§ Activity
Copy out the whole listing below exactly.

######

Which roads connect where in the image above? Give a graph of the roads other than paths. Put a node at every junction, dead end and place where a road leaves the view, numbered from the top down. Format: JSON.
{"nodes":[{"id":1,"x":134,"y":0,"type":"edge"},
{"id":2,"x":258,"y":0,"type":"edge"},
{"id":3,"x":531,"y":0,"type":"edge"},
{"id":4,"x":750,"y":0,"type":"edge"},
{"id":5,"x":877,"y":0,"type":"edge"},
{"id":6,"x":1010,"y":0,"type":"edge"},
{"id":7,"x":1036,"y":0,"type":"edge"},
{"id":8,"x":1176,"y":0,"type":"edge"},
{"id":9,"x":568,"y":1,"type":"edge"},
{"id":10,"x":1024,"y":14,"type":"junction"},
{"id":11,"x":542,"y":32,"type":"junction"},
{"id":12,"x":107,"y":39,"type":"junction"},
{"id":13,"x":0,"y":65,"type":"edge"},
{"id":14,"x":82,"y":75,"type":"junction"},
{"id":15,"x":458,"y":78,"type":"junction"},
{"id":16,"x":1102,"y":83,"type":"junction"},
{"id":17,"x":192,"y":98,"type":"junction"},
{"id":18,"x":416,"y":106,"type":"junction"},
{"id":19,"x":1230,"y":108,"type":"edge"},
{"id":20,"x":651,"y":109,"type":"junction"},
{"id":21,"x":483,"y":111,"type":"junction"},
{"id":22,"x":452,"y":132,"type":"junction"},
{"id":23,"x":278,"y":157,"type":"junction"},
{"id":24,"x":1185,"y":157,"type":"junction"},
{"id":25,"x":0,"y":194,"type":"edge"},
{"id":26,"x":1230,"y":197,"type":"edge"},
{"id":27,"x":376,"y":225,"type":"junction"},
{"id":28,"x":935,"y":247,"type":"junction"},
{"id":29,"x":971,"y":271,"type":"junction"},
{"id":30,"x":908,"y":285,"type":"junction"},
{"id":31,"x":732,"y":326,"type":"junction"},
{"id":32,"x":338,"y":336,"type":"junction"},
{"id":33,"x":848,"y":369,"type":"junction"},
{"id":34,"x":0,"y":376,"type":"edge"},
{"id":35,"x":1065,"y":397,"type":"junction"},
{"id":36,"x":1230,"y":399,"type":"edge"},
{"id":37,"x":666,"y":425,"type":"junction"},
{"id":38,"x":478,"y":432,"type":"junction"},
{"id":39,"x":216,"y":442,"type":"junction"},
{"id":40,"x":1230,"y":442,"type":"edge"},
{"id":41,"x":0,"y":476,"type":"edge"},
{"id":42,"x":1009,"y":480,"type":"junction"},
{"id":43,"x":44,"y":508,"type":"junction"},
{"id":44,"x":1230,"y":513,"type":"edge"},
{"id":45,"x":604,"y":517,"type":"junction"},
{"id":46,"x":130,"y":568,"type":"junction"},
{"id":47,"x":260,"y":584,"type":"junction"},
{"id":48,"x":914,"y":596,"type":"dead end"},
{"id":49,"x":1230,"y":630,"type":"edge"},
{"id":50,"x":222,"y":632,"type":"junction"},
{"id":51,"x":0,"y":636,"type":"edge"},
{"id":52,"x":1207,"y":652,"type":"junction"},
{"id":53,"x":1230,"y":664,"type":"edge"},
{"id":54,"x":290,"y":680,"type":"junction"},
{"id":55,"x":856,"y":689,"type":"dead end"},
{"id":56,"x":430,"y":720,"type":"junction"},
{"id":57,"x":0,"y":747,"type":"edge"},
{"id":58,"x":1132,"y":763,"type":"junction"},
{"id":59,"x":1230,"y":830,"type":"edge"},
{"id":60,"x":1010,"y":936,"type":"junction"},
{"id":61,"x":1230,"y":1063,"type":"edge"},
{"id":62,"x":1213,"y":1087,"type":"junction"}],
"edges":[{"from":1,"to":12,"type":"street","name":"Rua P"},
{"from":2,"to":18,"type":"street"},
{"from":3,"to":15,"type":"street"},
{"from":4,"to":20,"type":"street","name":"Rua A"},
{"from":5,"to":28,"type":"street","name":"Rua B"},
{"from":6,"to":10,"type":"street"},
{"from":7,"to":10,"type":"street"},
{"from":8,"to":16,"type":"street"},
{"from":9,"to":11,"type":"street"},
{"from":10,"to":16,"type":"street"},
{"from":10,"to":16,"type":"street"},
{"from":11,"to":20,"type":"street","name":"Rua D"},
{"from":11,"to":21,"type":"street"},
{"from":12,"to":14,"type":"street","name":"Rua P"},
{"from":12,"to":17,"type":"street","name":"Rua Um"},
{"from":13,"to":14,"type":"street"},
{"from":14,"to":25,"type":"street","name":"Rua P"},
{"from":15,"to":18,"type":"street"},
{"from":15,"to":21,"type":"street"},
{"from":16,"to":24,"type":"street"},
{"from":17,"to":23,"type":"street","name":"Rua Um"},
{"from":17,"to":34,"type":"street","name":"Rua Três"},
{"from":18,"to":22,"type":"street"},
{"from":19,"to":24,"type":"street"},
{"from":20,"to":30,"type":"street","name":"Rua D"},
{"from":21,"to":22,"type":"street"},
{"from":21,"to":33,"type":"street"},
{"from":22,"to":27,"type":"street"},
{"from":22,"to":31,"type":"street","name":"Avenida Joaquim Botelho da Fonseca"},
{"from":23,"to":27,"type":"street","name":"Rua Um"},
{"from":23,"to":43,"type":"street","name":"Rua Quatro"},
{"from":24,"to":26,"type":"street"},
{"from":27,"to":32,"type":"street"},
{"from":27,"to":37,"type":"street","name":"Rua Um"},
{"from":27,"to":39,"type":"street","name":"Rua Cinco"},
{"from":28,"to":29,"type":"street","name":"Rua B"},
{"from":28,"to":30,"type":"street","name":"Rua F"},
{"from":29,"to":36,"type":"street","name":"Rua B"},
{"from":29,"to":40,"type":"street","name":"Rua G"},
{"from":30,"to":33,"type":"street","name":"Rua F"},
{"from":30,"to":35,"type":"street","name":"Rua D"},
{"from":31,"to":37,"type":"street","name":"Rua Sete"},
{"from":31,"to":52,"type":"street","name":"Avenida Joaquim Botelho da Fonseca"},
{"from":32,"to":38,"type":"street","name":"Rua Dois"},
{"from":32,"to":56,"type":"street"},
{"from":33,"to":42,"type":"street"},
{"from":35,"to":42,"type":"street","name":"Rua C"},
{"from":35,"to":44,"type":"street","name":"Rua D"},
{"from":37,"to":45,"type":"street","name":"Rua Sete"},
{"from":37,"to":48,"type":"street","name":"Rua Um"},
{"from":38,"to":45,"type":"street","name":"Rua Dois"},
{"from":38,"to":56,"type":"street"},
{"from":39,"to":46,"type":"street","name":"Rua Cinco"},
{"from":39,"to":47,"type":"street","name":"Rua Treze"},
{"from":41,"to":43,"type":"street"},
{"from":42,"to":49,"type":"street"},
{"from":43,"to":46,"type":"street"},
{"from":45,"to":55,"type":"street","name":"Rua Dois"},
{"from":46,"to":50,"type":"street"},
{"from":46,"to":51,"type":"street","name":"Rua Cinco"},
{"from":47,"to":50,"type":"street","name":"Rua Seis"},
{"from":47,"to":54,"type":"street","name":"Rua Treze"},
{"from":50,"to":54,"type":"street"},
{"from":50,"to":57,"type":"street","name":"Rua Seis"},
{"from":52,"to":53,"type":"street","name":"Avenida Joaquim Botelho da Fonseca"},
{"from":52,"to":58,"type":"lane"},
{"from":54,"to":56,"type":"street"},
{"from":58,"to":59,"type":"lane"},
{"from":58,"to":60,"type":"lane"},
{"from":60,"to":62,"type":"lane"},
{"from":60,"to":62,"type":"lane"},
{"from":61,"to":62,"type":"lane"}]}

######

§ Answer for this exercise
Which roads connect where in the image above? Give a graph of the roads other than paths. Put a node at every junction, dead end and place where a road leaves the view, numbered from the top down. Format: JSON.
{"nodes":[{"id":1,"x":134,"y":0,"type":"edge"},
{"id":2,"x":258,"y":0,"type":"edge"},
{"id":3,"x":531,"y":0,"type":"edge"},
{"id":4,"x":750,"y":0,"type":"edge"},
{"id":5,"x":877,"y":0,"type":"edge"},
{"id":6,"x":1010,"y":0,"type":"edge"},
{"id":7,"x":1036,"y":0,"type":"edge"},
{"id":8,"x":1176,"y":0,"type":"edge"},
{"id":9,"x":568,"y":1,"type":"edge"},
{"id":10,"x":1024,"y":14,"type":"junction"},
{"id":11,"x":542,"y":32,"type":"junction"},
{"id":12,"x":107,"y":39,"type":"junction"},
{"id":13,"x":0,"y":65,"type":"edge"},
{"id":14,"x":82,"y":75,"type":"junction"},
{"id":15,"x":458,"y":78,"type":"junction"},
{"id":16,"x":1102,"y":83,"type":"junction"},
{"id":17,"x":192,"y":98,"type":"junction"},
{"id":18,"x":416,"y":106,"type":"junction"},
{"id":19,"x":1230,"y":108,"type":"edge"},
{"id":20,"x":651,"y":109,"type":"junction"},
{"id":21,"x":483,"y":111,"type":"junction"},
{"id":22,"x":452,"y":132,"type":"junction"},
{"id":23,"x":278,"y":157,"type":"junction"},
{"id":24,"x":1185,"y":157,"type":"junction"},
{"id":25,"x":0,"y":194,"type":"edge"},
{"id":26,"x":1230,"y":197,"type":"edge"},
{"id":27,"x":376,"y":225,"type":"junction"},
{"id":28,"x":935,"y":247,"type":"junction"},
{"id":29,"x":971,"y":271,"type":"junction"},
{"id":30,"x":908,"y":285,"type":"junction"},
{"id":31,"x":732,"y":326,"type":"junction"},
{"id":32,"x":338,"y":336,"type":"junction"},
{"id":33,"x":848,"y":369,"type":"junction"},
{"id":34,"x":0,"y":376,"type":"edge"},
{"id":35,"x":1065,"y":397,"type":"junction"},
{"id":36,"x":1230,"y":399,"type":"edge"},
{"id":37,"x":666,"y":425,"type":"junction"},
{"id":38,"x":478,"y":432,"type":"junction"},
{"id":39,"x":216,"y":442,"type":"junction"},
{"id":40,"x":1230,"y":442,"type":"edge"},
{"id":41,"x":0,"y":476,"type":"edge"},
{"id":42,"x":1009,"y":480,"type":"junction"},
{"id":43,"x":44,"y":508,"type":"junction"},
{"id":44,"x":1230,"y":513,"type":"edge"},
{"id":45,"x":604,"y":517,"type":"junction"},
{"id":46,"x":130,"y":568,"type":"junction"},
{"id":47,"x":260,"y":584,"type":"junction"},
{"id":48,"x":914,"y":596,"type":"dead end"},
{"id":49,"x":1230,"y":630,"type":"edge"},
{"id":50,"x":222,"y":632,"type":"junction"},
{"id":51,"x":0,"y":636,"type":"edge"},
{"id":52,"x":1207,"y":652,"type":"junction"},
{"id":53,"x":1230,"y":664,"type":"edge"},
{"id":54,"x":290,"y":680,"type":"junction"},
{"id":55,"x":856,"y":689,"type":"dead end"},
{"id":56,"x":430,"y":720,"type":"junction"},
{"id":57,"x":0,"y":747,"type":"edge"},
{"id":58,"x":1132,"y":763,"type":"junction"},
{"id":59,"x":1230,"y":830,"type":"edge"},
{"id":60,"x":1010,"y":936,"type":"junction"},
{"id":61,"x":1230,"y":1063,"type":"edge"},
{"id":62,"x":1213,"y":1087,"type":"junction"}],
"edges":[{"from":1,"to":12,"type":"street","name":"Rua P"},
{"from":2,"to":18,"type":"street"},
{"from":3,"to":15,"type":"street"},
{"from":4,"to":20,"type":"street","name":"Rua A"},
{"from":5,"to":28,"type":"street","name":"Rua B"},
{"from":6,"to":10,"type":"street"},
{"from":7,"to":10,"type":"street"},
{"from":8,"to":16,"type":"street"},
{"from":9,"to":11,"type":"street"},
{"from":10,"to":16,"type":"street"},
{"from":10,"to":16,"type":"street"},
{"from":11,"to":20,"type":"street","name":"Rua D"},
{"from":11,"to":21,"type":"street"},
{"from":12,"to":14,"type":"street","name":"Rua P"},
{"from":12,"to":17,"type":"street","name":"Rua Um"},
{"from":13,"to":14,"type":"street"},
{"from":14,"to":25,"type":"street","name":"Rua P"},
{"from":15,"to":18,"type":"street"},
{"from":15,"to":21,"type":"street"},
{"from":16,"to":24,"type":"street"},
{"from":17,"to":23,"type":"street","name":"Rua Um"},
{"from":17,"to":34,"type":"street","name":"Rua Três"},
{"from":18,"to":22,"type":"street"},
{"from":19,"to":24,"type":"street"},
{"from":20,"to":30,"type":"street","name":"Rua D"},
{"from":21,"to":22,"type":"street"},
{"from":21,"to":33,"type":"street"},
{"from":22,"to":27,"type":"street"},
{"from":22,"to":31,"type":"street","name":"Avenida Joaquim Botelho da Fonseca"},
{"from":23,"to":27,"type":"street","name":"Rua Um"},
{"from":23,"to":43,"type":"street","name":"Rua Quatro"},
{"from":24,"to":26,"type":"street"},
{"from":27,"to":32,"type":"street"},
{"from":27,"to":37,"type":"street","name":"Rua Um"},
{"from":27,"to":39,"type":"street","name":"Rua Cinco"},
{"from":28,"to":29,"type":"street","name":"Rua B"},
{"from":28,"to":30,"type":"street","name":"Rua F"},
{"from":29,"to":36,"type":"street","name":"Rua B"},
{"from":29,"to":40,"type":"street","name":"Rua G"},
{"from":30,"to":33,"type":"street","name":"Rua F"},
{"from":30,"to":35,"type":"street","name":"Rua D"},
{"from":31,"to":37,"type":"street","name":"Rua Sete"},
{"from":31,"to":52,"type":"street","name":"Avenida Joaquim Botelho da Fonseca"},
{"from":32,"to":38,"type":"street","name":"Rua Dois"},
{"from":32,"to":56,"type":"street"},
{"from":33,"to":42,"type":"street"},
{"from":35,"to":42,"type":"street","name":"Rua C"},
{"from":35,"to":44,"type":"street","name":"Rua D"},
{"from":37,"to":45,"type":"street","name":"Rua Sete"},
{"from":37,"to":48,"type":"street","name":"Rua Um"},
{"from":38,"to":45,"type":"street","name":"Rua Dois"},
{"from":38,"to":56,"type":"street"},
{"from":39,"to":46,"type":"street","name":"Rua Cinco"},
{"from":39,"to":47,"type":"street","name":"Rua Treze"},
{"from":41,"to":43,"type":"street"},
{"from":42,"to":49,"type":"street"},
{"from":43,"to":46,"type":"street"},
{"from":45,"to":55,"type":"street","name":"Rua Dois"},
{"from":46,"to":50,"type":"street"},
{"from":46,"to":51,"type":"street","name":"Rua Cinco"},
{"from":47,"to":50,"type":"street","name":"Rua Seis"},
{"from":47,"to":54,"type":"street","name":"Rua Treze"},
{"from":50,"to":54,"type":"street"},
{"from":50,"to":57,"type":"street","name":"Rua Seis"},
{"from":52,"to":53,"type":"street","name":"Avenida Joaquim Botelho da Fonseca"},
{"from":52,"to":58,"type":"lane"},
{"from":54,"to":56,"type":"street"},
{"from":58,"to":59,"type":"lane"},
{"from":58,"to":60,"type":"lane"},
{"from":60,"to":62,"type":"lane"},
{"from":60,"to":62,"type":"lane"},
{"from":61,"to":62,"type":"lane"}]}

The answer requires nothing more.